In reaching this conclusion, we share the concern of all for an
infant who presents at the hospital with unexplained bruising
and fractures, but we cannot attribute those injuries to the
mother's unfitness without a sound basis in the evidence.
14 "While [the children's] welfare and best interests were
undoubtedly the central focus of both the judge and the
department in their desire to spare [them] the risk of further
injury, good intentions and genuine concern are not a
satisfactory substitute for clear and convincing evidence."
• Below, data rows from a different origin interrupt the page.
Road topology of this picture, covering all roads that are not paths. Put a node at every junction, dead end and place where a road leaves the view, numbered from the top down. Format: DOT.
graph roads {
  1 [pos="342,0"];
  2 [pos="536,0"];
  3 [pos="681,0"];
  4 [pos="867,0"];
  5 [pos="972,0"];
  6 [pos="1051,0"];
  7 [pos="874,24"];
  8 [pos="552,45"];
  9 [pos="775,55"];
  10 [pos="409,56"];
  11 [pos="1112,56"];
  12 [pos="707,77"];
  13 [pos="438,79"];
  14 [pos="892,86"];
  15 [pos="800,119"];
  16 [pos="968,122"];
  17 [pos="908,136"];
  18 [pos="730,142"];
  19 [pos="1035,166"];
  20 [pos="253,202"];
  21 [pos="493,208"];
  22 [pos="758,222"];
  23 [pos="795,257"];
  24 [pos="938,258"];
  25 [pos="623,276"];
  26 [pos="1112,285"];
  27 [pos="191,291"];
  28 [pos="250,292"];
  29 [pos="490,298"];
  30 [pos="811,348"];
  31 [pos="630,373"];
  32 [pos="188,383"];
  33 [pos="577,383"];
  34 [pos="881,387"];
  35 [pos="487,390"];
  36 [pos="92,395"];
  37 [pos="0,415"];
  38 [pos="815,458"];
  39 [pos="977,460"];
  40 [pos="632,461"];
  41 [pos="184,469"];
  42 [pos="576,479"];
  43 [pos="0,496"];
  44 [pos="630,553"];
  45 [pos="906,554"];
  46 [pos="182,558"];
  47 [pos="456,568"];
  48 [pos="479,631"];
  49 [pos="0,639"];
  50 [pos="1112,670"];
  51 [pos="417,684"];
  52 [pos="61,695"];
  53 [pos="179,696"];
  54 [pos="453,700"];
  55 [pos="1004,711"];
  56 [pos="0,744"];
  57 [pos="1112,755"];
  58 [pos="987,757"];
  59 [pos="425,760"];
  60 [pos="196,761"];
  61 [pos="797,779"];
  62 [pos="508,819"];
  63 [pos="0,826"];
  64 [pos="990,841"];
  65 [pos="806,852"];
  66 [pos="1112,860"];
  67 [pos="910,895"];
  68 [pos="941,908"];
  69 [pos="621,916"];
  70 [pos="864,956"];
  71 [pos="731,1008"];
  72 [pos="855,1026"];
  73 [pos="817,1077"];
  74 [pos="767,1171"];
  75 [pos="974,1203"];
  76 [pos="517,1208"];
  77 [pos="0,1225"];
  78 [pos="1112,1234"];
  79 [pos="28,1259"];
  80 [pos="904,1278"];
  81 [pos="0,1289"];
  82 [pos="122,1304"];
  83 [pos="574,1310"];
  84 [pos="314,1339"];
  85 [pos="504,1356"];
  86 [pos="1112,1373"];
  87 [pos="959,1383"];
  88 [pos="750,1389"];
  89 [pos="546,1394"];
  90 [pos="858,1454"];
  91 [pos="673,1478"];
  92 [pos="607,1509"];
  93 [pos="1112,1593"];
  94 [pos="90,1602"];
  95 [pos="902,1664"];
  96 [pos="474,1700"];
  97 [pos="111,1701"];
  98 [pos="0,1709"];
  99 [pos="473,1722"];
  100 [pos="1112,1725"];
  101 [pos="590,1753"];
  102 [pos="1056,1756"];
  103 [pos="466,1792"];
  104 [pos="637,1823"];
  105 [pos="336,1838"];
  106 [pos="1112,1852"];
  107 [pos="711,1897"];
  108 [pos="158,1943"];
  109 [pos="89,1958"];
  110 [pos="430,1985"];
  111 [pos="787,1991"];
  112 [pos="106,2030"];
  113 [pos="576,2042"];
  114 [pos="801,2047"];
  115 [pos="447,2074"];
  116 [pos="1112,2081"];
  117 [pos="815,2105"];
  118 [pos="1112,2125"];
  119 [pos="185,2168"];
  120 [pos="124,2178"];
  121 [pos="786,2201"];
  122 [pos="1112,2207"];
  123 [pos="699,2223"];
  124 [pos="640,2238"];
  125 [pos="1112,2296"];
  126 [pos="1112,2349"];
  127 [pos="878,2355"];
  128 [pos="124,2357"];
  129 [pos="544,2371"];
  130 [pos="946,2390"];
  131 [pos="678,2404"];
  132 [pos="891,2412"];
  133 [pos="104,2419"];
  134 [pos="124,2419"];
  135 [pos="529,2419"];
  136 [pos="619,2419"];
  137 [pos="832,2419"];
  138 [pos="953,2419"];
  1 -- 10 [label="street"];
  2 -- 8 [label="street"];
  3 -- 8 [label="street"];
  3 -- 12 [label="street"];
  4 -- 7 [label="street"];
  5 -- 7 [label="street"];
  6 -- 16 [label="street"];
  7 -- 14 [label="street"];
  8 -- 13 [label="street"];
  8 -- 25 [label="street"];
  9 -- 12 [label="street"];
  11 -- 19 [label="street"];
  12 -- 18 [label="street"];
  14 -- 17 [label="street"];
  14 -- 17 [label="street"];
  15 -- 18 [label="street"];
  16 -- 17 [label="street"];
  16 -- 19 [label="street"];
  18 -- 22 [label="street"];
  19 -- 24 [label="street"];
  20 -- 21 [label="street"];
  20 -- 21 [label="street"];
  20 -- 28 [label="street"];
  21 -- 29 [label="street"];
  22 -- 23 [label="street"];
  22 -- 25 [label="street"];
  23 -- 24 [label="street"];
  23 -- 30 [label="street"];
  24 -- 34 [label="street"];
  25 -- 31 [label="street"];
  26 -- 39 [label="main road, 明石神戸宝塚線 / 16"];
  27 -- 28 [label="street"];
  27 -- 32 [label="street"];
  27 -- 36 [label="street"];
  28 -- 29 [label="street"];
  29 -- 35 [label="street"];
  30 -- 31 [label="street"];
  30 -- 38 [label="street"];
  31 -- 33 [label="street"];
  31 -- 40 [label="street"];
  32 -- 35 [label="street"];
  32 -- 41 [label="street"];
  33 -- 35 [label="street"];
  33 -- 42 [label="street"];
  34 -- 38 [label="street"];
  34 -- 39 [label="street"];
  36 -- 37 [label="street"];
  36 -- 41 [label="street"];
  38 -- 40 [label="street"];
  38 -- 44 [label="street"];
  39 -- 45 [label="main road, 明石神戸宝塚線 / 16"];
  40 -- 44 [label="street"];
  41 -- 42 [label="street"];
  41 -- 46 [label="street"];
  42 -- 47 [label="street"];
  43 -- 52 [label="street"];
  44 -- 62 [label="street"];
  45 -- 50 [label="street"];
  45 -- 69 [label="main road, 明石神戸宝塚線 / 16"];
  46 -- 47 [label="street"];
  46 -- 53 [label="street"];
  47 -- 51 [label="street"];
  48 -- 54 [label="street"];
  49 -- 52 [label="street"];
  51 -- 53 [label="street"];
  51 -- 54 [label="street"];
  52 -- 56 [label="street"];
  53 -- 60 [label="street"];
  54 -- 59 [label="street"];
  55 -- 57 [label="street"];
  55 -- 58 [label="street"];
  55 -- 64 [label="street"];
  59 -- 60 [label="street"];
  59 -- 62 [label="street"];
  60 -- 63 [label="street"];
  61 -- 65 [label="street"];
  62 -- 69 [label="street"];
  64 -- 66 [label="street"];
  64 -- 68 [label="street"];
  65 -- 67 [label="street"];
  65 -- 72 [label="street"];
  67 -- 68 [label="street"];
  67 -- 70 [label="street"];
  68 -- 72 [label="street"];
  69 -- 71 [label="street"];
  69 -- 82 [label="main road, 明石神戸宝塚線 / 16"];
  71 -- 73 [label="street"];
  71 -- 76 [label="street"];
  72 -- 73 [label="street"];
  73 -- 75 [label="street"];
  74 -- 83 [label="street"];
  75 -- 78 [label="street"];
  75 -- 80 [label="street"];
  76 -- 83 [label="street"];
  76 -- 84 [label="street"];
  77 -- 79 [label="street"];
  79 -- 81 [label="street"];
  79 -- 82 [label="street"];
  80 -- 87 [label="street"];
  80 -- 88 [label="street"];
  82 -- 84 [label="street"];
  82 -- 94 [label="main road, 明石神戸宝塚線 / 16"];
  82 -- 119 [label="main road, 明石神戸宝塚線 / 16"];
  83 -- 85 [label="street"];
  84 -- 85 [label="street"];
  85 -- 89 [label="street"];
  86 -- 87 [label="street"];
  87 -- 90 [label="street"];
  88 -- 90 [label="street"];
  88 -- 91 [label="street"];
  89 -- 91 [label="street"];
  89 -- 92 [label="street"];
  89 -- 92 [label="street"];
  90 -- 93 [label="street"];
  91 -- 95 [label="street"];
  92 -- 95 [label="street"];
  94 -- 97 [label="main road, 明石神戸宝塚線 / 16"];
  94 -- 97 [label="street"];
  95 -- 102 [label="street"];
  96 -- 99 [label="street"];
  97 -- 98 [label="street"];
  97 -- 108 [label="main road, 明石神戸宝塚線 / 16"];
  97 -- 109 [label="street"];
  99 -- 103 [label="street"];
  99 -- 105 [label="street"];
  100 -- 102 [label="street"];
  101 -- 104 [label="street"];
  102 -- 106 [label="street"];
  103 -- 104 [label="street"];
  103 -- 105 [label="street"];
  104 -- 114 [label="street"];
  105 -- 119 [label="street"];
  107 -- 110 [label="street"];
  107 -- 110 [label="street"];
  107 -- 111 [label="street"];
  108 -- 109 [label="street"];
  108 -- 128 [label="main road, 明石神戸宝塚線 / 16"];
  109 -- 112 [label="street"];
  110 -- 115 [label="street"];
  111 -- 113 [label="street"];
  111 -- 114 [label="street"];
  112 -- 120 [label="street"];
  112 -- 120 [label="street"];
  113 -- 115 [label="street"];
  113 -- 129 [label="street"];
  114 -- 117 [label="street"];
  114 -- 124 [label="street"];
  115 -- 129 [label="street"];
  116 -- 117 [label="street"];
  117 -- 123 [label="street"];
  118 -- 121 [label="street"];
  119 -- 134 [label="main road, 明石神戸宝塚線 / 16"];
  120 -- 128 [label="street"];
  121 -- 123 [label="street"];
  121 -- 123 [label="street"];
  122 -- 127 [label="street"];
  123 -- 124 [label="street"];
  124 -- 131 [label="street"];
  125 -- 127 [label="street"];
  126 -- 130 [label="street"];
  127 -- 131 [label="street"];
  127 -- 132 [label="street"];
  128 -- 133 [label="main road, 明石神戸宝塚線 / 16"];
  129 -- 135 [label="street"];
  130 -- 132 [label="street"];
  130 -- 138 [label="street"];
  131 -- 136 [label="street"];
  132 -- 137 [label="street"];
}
Iris, supra at 102. See Zoltan, supra at 187-189; Abby, supra
at 828. Accordingly, as in those three cases, the decrees are
vacated and the cases are remanded for further proceedings
consistent with this decision. If the department's goal remains
termination of the mother's parental rights, the judge shall
determine whether the department has sufficient additional
evidence of the mother's unfitness to warrant a new trial, and
if so, the judge shall proceed promptly to trial consistent with
this decision. If a new trial is not warranted or if the
department's goal has changed, a plan for the reunification of
the mother and her children under appropriate terms and
conditions, taking into account the best interests of the
children in regard to the method and timing of such transfer,
15 shall be devised and implemented with judicial oversight and
approval.
So ordered.
By the Court (Sacks, Hodgens & Toone, JJ.8),
Clerk
Entered: April 23, 2026.
8 The panelists are listed in order of seniority.